__Activity__: Could you copy the lines below exactly, leaving none out?

-------- Records provided --------

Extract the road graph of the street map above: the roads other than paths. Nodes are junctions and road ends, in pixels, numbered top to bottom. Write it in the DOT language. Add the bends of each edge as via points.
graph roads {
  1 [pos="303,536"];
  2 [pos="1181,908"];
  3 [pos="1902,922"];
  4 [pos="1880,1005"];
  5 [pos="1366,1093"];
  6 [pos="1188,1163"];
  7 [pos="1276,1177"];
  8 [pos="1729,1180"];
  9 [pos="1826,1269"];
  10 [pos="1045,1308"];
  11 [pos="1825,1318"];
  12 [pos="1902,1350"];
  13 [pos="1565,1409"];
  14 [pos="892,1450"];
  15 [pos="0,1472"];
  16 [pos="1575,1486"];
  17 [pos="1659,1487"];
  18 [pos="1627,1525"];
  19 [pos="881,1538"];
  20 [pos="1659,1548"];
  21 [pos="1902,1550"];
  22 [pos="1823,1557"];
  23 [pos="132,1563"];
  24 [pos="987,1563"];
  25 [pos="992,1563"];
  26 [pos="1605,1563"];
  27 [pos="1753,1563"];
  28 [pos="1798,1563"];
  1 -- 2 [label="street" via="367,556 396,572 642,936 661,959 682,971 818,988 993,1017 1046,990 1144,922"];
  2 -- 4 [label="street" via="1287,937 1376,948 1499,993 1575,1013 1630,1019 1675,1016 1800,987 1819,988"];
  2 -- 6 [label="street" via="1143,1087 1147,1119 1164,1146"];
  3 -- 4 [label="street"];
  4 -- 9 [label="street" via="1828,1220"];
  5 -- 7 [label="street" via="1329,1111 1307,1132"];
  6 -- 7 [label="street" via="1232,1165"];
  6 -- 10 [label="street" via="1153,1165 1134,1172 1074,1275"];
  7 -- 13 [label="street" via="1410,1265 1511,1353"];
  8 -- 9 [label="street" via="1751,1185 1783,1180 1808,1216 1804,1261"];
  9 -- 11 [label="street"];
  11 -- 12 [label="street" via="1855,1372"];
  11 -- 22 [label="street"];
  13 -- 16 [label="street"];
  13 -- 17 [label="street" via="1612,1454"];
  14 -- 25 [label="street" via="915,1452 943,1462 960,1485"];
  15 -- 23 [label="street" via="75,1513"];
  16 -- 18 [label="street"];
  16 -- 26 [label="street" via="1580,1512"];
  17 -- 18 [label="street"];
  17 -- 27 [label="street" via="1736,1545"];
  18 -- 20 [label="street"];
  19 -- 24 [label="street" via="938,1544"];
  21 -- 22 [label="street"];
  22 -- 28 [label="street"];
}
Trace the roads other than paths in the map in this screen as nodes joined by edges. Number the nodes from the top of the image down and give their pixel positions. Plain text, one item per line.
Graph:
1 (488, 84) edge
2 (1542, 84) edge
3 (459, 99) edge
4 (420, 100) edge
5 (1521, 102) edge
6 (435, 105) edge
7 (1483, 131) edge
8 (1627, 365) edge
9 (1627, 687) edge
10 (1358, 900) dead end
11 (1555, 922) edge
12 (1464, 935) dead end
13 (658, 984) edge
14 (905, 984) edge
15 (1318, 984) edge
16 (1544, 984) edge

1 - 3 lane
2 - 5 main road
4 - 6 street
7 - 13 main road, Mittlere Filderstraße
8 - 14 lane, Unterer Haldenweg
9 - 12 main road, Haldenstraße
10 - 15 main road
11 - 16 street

--------

__Solution to this exercise__:
Extract the road graph of the street map above: the roads other than paths. Nodes are junctions and road ends, in pixels, numbered top to bottom. Write it in the DOT language. Add the bends of each edge as via points.
graph roads {
  1 [pos="303,536"];
  2 [pos="1181,908"];
  3 [pos="1902,922"];
  4 [pos="1880,1005"];
  5 [pos="1366,1093"];
  6 [pos="1188,1163"];
  7 [pos="1276,1177"];
  8 [pos="1729,1180"];
  9 [pos="1826,1269"];
  10 [pos="1045,1308"];
  11 [pos="1825,1318"];
  12 [pos="1902,1350"];
  13 [pos="1565,1409"];
  14 [pos="892,1450"];
  15 [pos="0,1472"];
  16 [pos="1575,1486"];
  17 [pos="1659,1487"];
  18 [pos="1627,1525"];
  19 [pos="881,1538"];
  20 [pos="1659,1548"];
  21 [pos="1902,1550"];
  22 [pos="1823,1557"];
  23 [pos="132,1563"];
  24 [pos="987,1563"];
  25 [pos="992,1563"];
  26 [pos="1605,1563"];
  27 [pos="1753,1563"];
  28 [pos="1798,1563"];
  1 -- 2 [label="street" via="367,556 396,572 642,936 661,959 682,971 818,988 993,1017 1046,990 1144,922"];
  2 -- 4 [label="street" via="1287,937 1376,948 1499,993 1575,1013 1630,1019 1675,1016 1800,987 1819,988"];
  2 -- 6 [label="street" via="1143,1087 1147,1119 1164,1146"];
  3 -- 4 [label="street"];
  4 -- 9 [label="street" via="1828,1220"];
  5 -- 7 [label="street" via="1329,1111 1307,1132"];
  6 -- 7 [label="street" via="1232,1165"];
  6 -- 10 [label="street" via="1153,1165 1134,1172 1074,1275"];
  7 -- 13 [label="street" via="1410,1265 1511,1353"];
  8 -- 9 [label="street" via="1751,1185 1783,1180 1808,1216 1804,1261"];
  9 -- 11 [label="street"];
  11 -- 12 [label="street" via="1855,1372"];
  11 -- 22 [label="street"];
  13 -- 16 [label="street"];
  13 -- 17 [label="street" via="1612,1454"];
  14 -- 25 [label="street" via="915,1452 943,1462 960,1485"];
  15 -- 23 [label="street" via="75,1513"];
  16 -- 18 [label="street"];
  16 -- 26 [label="street" via="1580,1512"];
  17 -- 18 [label="street"];
  17 -- 27 [label="street" via="1736,1545"];
  18 -- 20 [label="street"];
  19 -- 24 [label="street" via="938,1544"];
  21 -- 22 [label="street"];
  22 -- 28 [label="street"];
}
Trace the roads other than paths in the map in this screen as nodes joined by edges. Number the nodes from the top of the image down and give their pixel positions. Plain text, one item per line.
Graph:
1 (488, 84) edge
2 (1542, 84) edge
3 (459, 99) edge
4 (420, 100) edge
5 (1521, 102) edge
6 (435, 105) edge
7 (1483, 131) edge
8 (1627, 365) edge
9 (1627, 687) edge
10 (1358, 900) dead end
11 (1555, 922) edge
12 (1464, 935) dead end
13 (658, 984) edge
14 (905, 984) edge
15 (1318, 984) edge
16 (1544, 984) edge

1 - 3 lane
2 - 5 main road
4 - 6 street
7 - 13 main road, Mittlere Filderstraße
8 - 14 lane, Unterer Haldenweg
9 - 12 main road, Haldenstraße
10 - 15 main road
11 - 16 street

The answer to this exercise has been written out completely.